Quest’anno si aggiunge in oltre una menzione speciale Culammare, in collaborazione con la collega Serena Catalano, che assegna il premio a Abdellatif Kechiche per la ridondante presenza di bei culi femminili nel suo film Mektoub: My love, canto uno.

La Coppa Polpi assegnata a maialoni, provoloni e polpi veri e propri (l’anno scorso la vinse il polpo lovecraftiano di un horror demmerda di cui abbiamo dimenticato il titolo) viene quest’anno conferita agli addetti alla sicurezza che, oltre a svolgere con perizia le loro mansioni, spesso e volentieri approfittavano per allungare il tentacolo o provacce a parole e fatti come disperati con le donzelle presenti, tipo che a Chiara Guida capo nostro supremo le dicevano ‘Grazie per il suo tempo, e per la sua presenza’. Roba che manco in discoteca negli anni novanta con ‘Ti sei fatta male quando sei caduta dal cielo’.

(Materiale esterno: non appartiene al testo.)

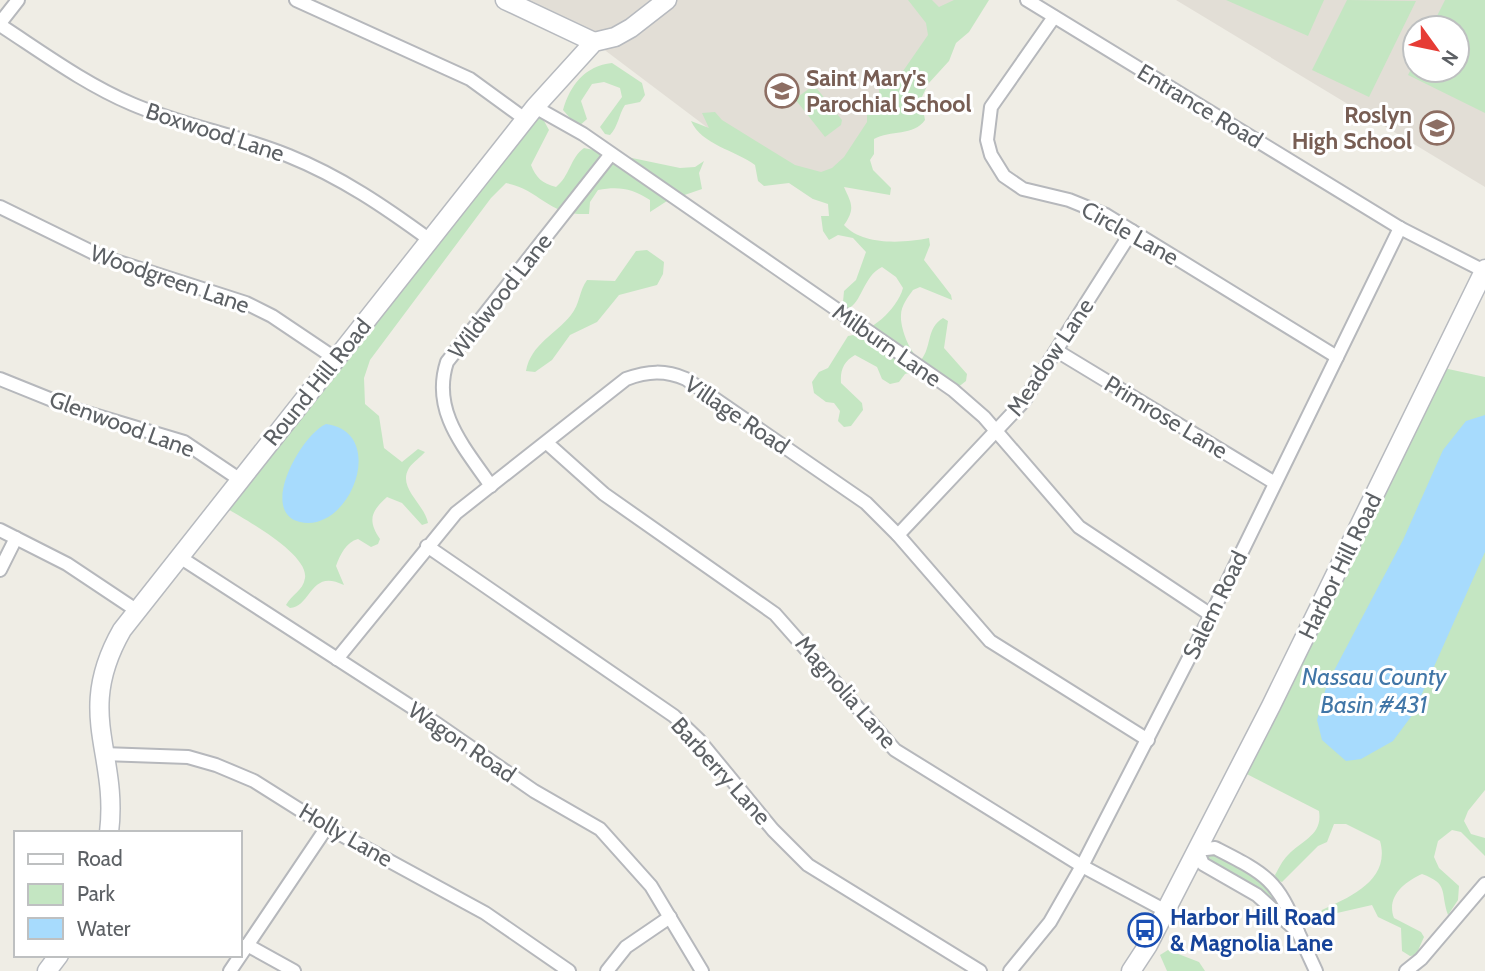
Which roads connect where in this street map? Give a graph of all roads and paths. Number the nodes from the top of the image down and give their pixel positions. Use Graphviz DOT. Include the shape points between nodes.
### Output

Gatta CenerentolaE passiamo ai premi nuovi: il premio Da un’idea di Stefano Accorsi è assegnato alle opere che sono un rifacimento di un rifacimento di un remake di un libro/romanzo/show tv/recita parrocchiale. La statuetta, che ha le fattezza dei piacionissimo attore italiano, viene consegnata a Gatta Cenerentola, film d’animazione della sezione Orizzonti – rifacimento futuristico di un’opera teatrale a sua volta ispirata a un racconto di Basile a sua volta ispirato a una fiaba della tradizione orale napoletana) che fa impallidire gli uccellini della versione disneyana. Il premio si chiama così solo perché suona bene, dopo 1992. E perché pensare a 1992 e a Tea Falco, in automatico, fa ride. Il premio Mainetti, intitolato al famoso regista con una onorata carriera alle spalle (tre corti e un film, basta e avanza), va ai fratelli Manetti, solo per assonanza, così ci si confonde tra premio e premiato e fa ride.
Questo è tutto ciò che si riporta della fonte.